PROBLEM DETAILS: The expected output is each line in the data below that includes the string "roads".

▼▼▼

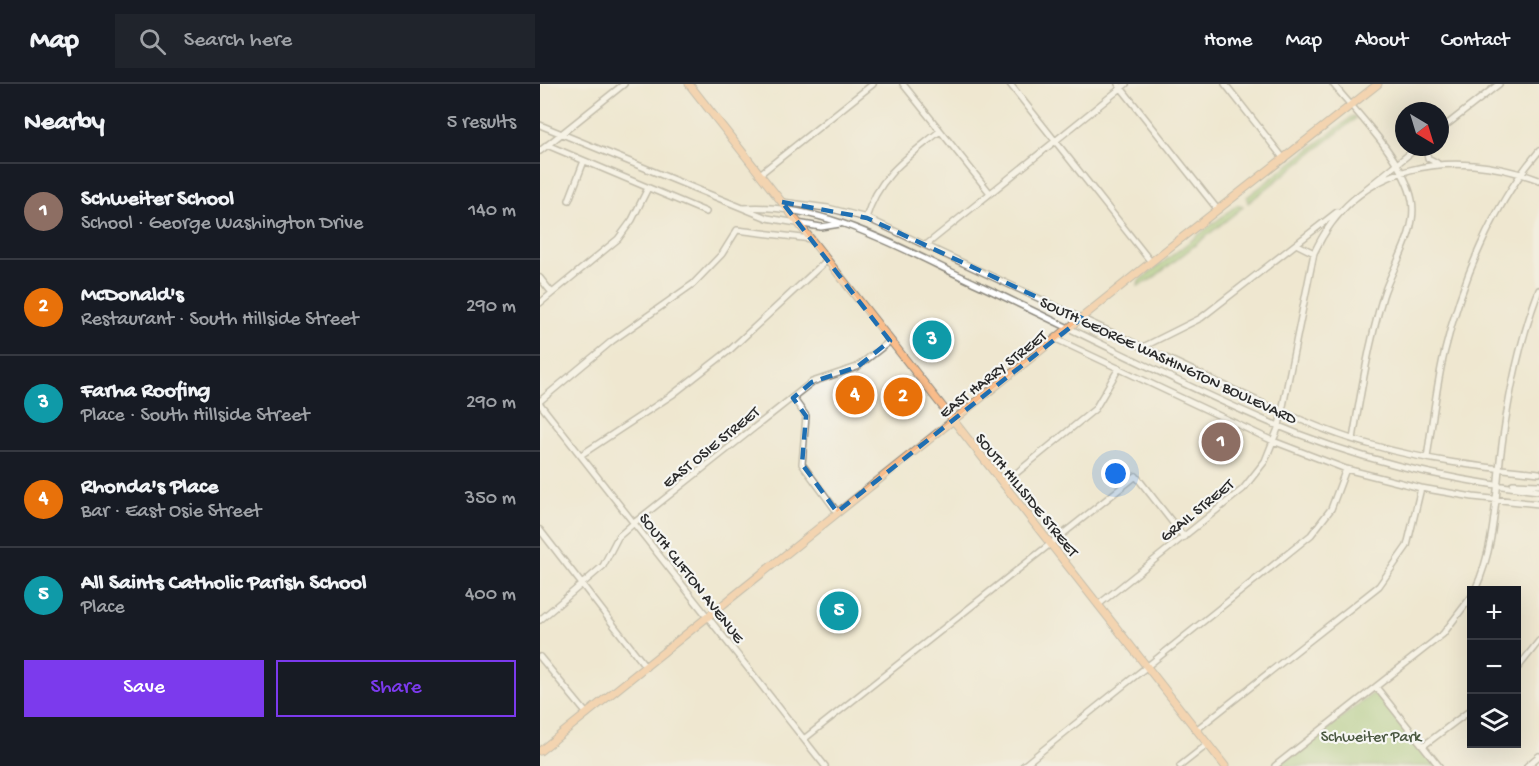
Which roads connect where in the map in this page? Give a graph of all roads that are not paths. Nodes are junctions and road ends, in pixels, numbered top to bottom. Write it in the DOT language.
graph roads {
  1 [pos="624,84"];
  2 [pos="689,84"];
  3 [pos="873,84"];
  4 [pos="903,84"];
  5 [pos="1010,84"];
  6 [pos="1225,84"];
  7 [pos="1333,84"];
  8 [pos="1378,84"];
  9 [pos="1499,84"];
  10 [pos="1122,85"];
  11 [pos="1350,106"];
  12 [pos="1449,123"];
  13 [pos="540,125"];
  14 [pos="940,131"];
  15 [pos="561,134"];
  16 [pos="1055,141"];
  17 [pos="547,146"];
  18 [pos="540,151"];
  19 [pos="1539,151"];
  20 [pos="1406,156"];
  21 [pos="1427,156"];
  22 [pos="1284,159"];
  23 [pos="584,161"];
  24 [pos="1439,163"];
  25 [pos="1396,164"];
  26 [pos="1402,172"];
  27 [pos="760,174"];
  28 [pos="1522,174"];
  29 [pos="1539,180"];
  30 [pos="648,188"];
  31 [pos="990,193"];
  32 [pos="1352,199"];
  33 [pos="569,200"];
  34 [pos="782,202"];
  35 [pos="743,208"];
  36 [pos="1218,210"];
  37 [pos="790,211"];
  38 [pos="706,212"];
  39 [pos="866,218"];
  40 [pos="799,224"];
  41 [pos="840,224"];
  42 [pos="811,239"];
  43 [pos="926,245"];
  44 [pos="1298,245"];
  45 [pos="1314,253"];
  46 [pos="826,260"];
  47 [pos="1151,262"];
  48 [pos="540,278"];
  49 [pos="1539,290"];
  50 [pos="552,293"];
  51 [pos="540,303"];
  52 [pos="1082,318"];
  53 [pos="1070,329"];
  54 [pos="1056,339"];
  55 [pos="890,341"];
  56 [pos="1145,346"];
  57 [pos="1119,368"];
  58 [pos="793,398"];
  59 [pos="540,402"];
  60 [pos="1282,412"];
  61 [pos="953,421"];
  62 [pos="1279,426"];
  63 [pos="1353,439"];
  64 [pos="1273,441"];
  65 [pos="581,455"];
  66 [pos="1426,458"];
  67 [pos="1346,469"];
  68 [pos="1501,469"];
  69 [pos="1539,473"];
  70 [pos="1003,484"];
  71 [pos="1499,484"];
  72 [pos="1539,484"];
  73 [pos="1421,488"];
  74 [pos="1539,491"];
  75 [pos="1497,500"];
  76 [pos="1539,504"];
  77 [pos="837,512"];
  78 [pos="634,523"];
  79 [pos="540,530"];
  80 [pos="1184,537"];
  81 [pos="1050,543"];
  82 [pos="584,585"];
  83 [pos="1477,586"];
  84 [pos="1467,603"];
  85 [pos="1098,605"];
  86 [pos="707,616"];
  87 [pos="540,620"];
  88 [pos="1539,641"];
  89 [pos="540,657"];
  90 [pos="1521,664"];
  91 [pos="646,667"];
  92 [pos="1148,668"];
  93 [pos="1376,687"];
  94 [pos="1467,713"];
  95 [pos="587,714"];
  96 [pos="1196,730"];
  97 [pos="804,739"];
  98 [pos="1208,744"];
  99 [pos="1424,746"];
  100 [pos="540,751"];
  101 [pos="1539,757"];
  102 [pos="825,766"];
  103 [pos="1023,766"];
  104 [pos="1180,766"];
  105 [pos="1225,766"];
  106 [pos="1275,766"];
  107 [pos="1439,766"];
  108 [pos="1527,766"];
  1 -- 15 [label="street"];
  2 -- 27 [label="main road"];
  3 -- 27 [label="street"];
  4 -- 14 [label="street"];
  5 -- 16 [label="street"];
  6 -- 22 [label="street"];
  7 -- 11 [label="street"];
  8 -- 11 [label="main road, EAST HARRY STREET"];
  9 -- 12 [label="street"];
  10 -- 16 [label="street"];
  10 -- 36 [label="street"];
  11 -- 22 [label="main road, EAST HARRY STREET"];
  11 -- 25 [label="street"];
  13 -- 15 [label="street, SOUTH GEORGE WASHINGTON BOULEVARD"];
  14 -- 31 [label="street"];
  14 -- 39 [label="street"];
  15 -- 17 [label="street"];
  15 -- 35 [label="street, SOUTH GEORGE WASHINGTON BOULEVARD"];
  16 -- 31 [label="street"];
  16 -- 47 [label="street"];
  17 -- 18 [label="street"];
  17 -- 23 [label="street"];
  19 -- 28 [label="street"];
  20 -- 25 [label="street"];
  21 -- 24 [label="street"];
  22 -- 36 [label="main road, EAST HARRY STREET"];
  23 -- 30 [label="street"];
  23 -- 33 [label="street"];
  24 -- 26 [label="street"];
  24 -- 28 [label="street"];
  25 -- 26 [label="street"];
  25 -- 32 [label="street"];
  26 -- 32 [label="street"];
  26 -- 63 [label="street"];
  27 -- 34 [label="main road, SOUTH HILLSIDE STREET"];
  28 -- 29 [label="street"];
  28 -- 66 [label="street"];
  30 -- 38 [label="street"];
  30 -- 50 [label="street"];
  31 -- 43 [label="street"];
  32 -- 44 [label="street"];
  32 -- 45 [label="street, GRAIL STREET"];
  34 -- 37 [label="main road, SOUTH HILLSIDE STREET"];
  34 -- 39 [label="street"];
  35 -- 37 [label="street, SOUTH GEORGE WASHINGTON BOULEVARD"];
  35 -- 40 [label="street, SOUTH GEORGE WASHINGTON BOULEVARD"];
  36 -- 47 [label="main road, EAST HARRY STREET"];
  37 -- 40 [label="main road, SOUTH HILLSIDE STREET"];
  37 -- 41 [label="street, SOUTH GEORGE WASHINGTON BOULEVARD"];
  39 -- 43 [label="street"];
  40 -- 41 [label="street, SOUTH GEORGE WASHINGTON BOULEVARD"];
  40 -- 42 [label="main road, SOUTH HILLSIDE STREET"];
  41 -- 53 [label="street, SOUTH GEORGE WASHINGTON BOULEVARD"];
  42 -- 46 [label="main road, SOUTH HILLSIDE STREET"];
  42 -- 59 [label="street"];
  43 -- 52 [label="street"];
  44 -- 45 [label="street"];
  44 -- 56 [label="street"];
  45 -- 60 [label="street, GRAIL STREET"];
  46 -- 55 [label="main road, SOUTH HILLSIDE STREET"];
  46 -- 65 [label="street"];
  47 -- 52 [label="main road, EAST HARRY STREET"];
  48 -- 50 [label="street"];
  49 -- 68 [label="street"];
  50 -- 51 [label="street"];
  52 -- 53 [label="main road, EAST HARRY STREET"];
  52 -- 56 [label="street"];
  53 -- 54 [label="main road, EAST HARRY STREET"];
  53 -- 62 [label="street, SOUTH GEORGE WASHINGTON BOULEVARD"];
  54 -- 57 [label="street"];
  54 -- 61 [label="main road, EAST HARRY STREET"];
  55 -- 58 [label="street, EAST OSIE STREET"];
  55 -- 61 [label="main road, SOUTH HILLSIDE STREET"];
  56 -- 60 [label="street"];
  57 -- 64 [label="street"];
  57 -- 70 [label="street"];
  58 -- 77 [label="street"];
  58 -- 78 [label="street, EAST OSIE STREET"];
  59 -- 65 [label="street, SOUTH CLIFTON AVENUE"];
  60 -- 62 [label="street, GRAIL STREET"];
  60 -- 63 [label="street"];
  61 -- 70 [label="main road, SOUTH HILLSIDE STREET"];
  61 -- 77 [label="main road, EAST HARRY STREET"];
  62 -- 64 [label="street, GRAIL STREET"];
  62 -- 71 [label="street, SOUTH GEORGE WASHINGTON BOULEVARD"];
  63 -- 66 [label="street"];
  64 -- 67 [label="street"];
  64 -- 80 [label="street, GRAIL STREET"];
  65 -- 78 [label="street, SOUTH CLIFTON AVENUE"];
  66 -- 68 [label="street"];
  67 -- 73 [label="street"];
  67 -- 92 [label="street"];
  68 -- 69 [label="street"];
  68 -- 71 [label="street"];
  70 -- 81 [label="main road, SOUTH HILLSIDE STREET"];
  71 -- 72 [label="street, SOUTH GEORGE WASHINGTON BOULEVARD"];
  71 -- 74 [label="street, SOUTH GEORGE WASHINGTON BOULEVARD"];
  71 -- 75 [label="street"];
  73 -- 75 [label="street"];
  73 -- 96 [label="street"];
  75 -- 76 [label="street"];
  75 -- 83 [label="street"];
  77 -- 86 [label="main road, EAST HARRY STREET"];
  78 -- 82 [label="street, EAST OSIE STREET"];
  78 -- 86 [label="street, SOUTH CLIFTON AVENUE"];
  79 -- 82 [label="street"];
  80 -- 81 [label="street"];
  80 -- 85 [label="street, GRAIL STREET"];
  81 -- 85 [label="main road, SOUTH HILLSIDE STREET"];
  81 -- 97 [label="street"];
  82 -- 87 [label="street, EAST OSIE STREET"];
  82 -- 91 [label="street"];
  84 -- 93 [label="street"];
  85 -- 92 [label="main road, SOUTH HILLSIDE STREET"];
  86 -- 91 [label="main road, EAST HARRY STREET"];
  86 -- 97 [label="street, SOUTH CLIFTON AVENUE"];
  88 -- 90 [label="street"];
  89 -- 95 [label="street"];
  91 -- 95 [label="main road, EAST HARRY STREET"];
  92 -- 96 [label="main road, SOUTH HILLSIDE STREET"];
  92 -- 103 [label="street"];
  93 -- 99 [label="street"];
  93 -- 106 [label="street"];
  94 -- 99 [label="street"];
  95 -- 100 [label="main road, EAST HARRY STREET"];
  96 -- 98 [label="main road, SOUTH HILLSIDE STREET"];
  97 -- 102 [label="street, SOUTH CLIFTON AVENUE"];
  98 -- 104 [label="street"];
  98 -- 105 [label="main road, SOUTH HILLSIDE STREET"];
  99 -- 107 [label="street"];
  101 -- 108 [label="street"];
}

▲▲▲

WRITTEN SOLUTION:
Which roads connect where in the map in this page? Give a graph of all roads that are not paths. Nodes are junctions and road ends, in pixels, numbered top to bottom. Write it in the DOT language.
graph roads {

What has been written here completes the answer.